There was the mandatory amuse-bouche (a demeaning term for such a heavenly combination), here featuring slices of paper-thin raw beef, topped with slivers of salty poutargue (mullet roe) and herring roe with a dab of soy, sesame and lime-juice sauce (the only three ingredients that my mortal taste buds could identify).

A tiny scoop of saffron risotto, as yellow as the olive oil, was decorated with two tarragon leaves and a few threads of scarlet saffron (or was it red chili? – they were too small and thin to identify with certainty). I wanted to eat it with a tiny spoon from a doll’s tea set to eke out the pleasure indefinitely.

A section of slow-cooked boned mackerel was filled with raw, finely chopped purple (and I do mean purple) cauliflower and a suspicion of seaweed. And nothing else.

A mini-fillet of John Dory was camouflaged beneath wafer-thin slices of almost raw, stripy beetroot (the Tonda di Chioggia variety, I believe).

The cheese course included a small (at any other point in the meal it might have been called niggardly) slice of Tomme du Jura and a little wedge of nearly runny, unimprovable goat’s milk cheese, served at room temperature with cube of savory jelly. Personally, I prefer my cheese with bread.
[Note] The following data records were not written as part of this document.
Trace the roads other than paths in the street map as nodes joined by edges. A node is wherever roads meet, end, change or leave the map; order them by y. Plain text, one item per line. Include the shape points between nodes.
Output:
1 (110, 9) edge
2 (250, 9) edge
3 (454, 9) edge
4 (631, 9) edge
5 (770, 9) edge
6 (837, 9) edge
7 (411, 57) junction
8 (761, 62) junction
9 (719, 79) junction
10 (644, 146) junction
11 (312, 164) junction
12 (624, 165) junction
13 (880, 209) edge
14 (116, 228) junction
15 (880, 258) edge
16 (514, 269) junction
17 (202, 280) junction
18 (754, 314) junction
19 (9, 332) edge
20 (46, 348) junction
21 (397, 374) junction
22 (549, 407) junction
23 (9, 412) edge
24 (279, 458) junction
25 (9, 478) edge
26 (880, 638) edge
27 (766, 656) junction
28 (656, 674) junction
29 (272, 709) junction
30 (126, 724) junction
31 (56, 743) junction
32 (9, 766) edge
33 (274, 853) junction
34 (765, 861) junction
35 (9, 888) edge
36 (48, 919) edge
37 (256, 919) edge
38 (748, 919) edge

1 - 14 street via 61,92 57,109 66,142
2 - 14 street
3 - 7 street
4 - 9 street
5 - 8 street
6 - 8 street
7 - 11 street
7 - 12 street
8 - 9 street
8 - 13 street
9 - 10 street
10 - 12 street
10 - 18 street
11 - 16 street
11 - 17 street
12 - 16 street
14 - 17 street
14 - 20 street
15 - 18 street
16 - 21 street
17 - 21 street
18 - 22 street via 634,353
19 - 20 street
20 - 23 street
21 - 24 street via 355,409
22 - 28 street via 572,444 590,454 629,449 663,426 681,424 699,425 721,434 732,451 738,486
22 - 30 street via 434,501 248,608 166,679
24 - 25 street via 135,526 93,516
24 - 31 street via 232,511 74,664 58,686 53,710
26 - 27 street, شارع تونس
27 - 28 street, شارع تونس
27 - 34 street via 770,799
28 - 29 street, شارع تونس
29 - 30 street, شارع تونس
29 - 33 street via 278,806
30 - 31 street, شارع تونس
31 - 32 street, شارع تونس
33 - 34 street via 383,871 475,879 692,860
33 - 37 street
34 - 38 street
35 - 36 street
All the while I was watching the balletic performance of the chef and his two partners in the open kitchen, quietly putting all it together for the 20 or so fortunates who had gathered for this banquet. The cooks were opening and closing drawers full of unlikely looking ingredients from which they fashioned their mystery menus. A lot of discreet, unflashy assembly was going on, but scant cooking, it seemed to me.

So fascinated was I that I hardly noticed the decor of ironic upturned plastic electric candles, the understated walls with lime-green highlights or the comfortable seating arrangements. A table of noisy female office workers celebrating a birthday impinged on the peace from time to time, but no matter, for then the desserts arrived.

A lemon cream sealed in a small pot with a film of yuzu jelly. A white chocolate mousse in an eggcup, with a layer of minuscule pineapple cubes, super-sexed-up with a floret of fresh thyme. A caramel crême brûlée with a single roast fig and its sauce – the epitome of balance. A sort of honey cheesecake with an emulsion of calvados.

And would you believe that the chef was still stuffing madeleines, dry-roasted apple slices and mini chocolate tarts straight out of the oven into our mouths even as we tried to leave…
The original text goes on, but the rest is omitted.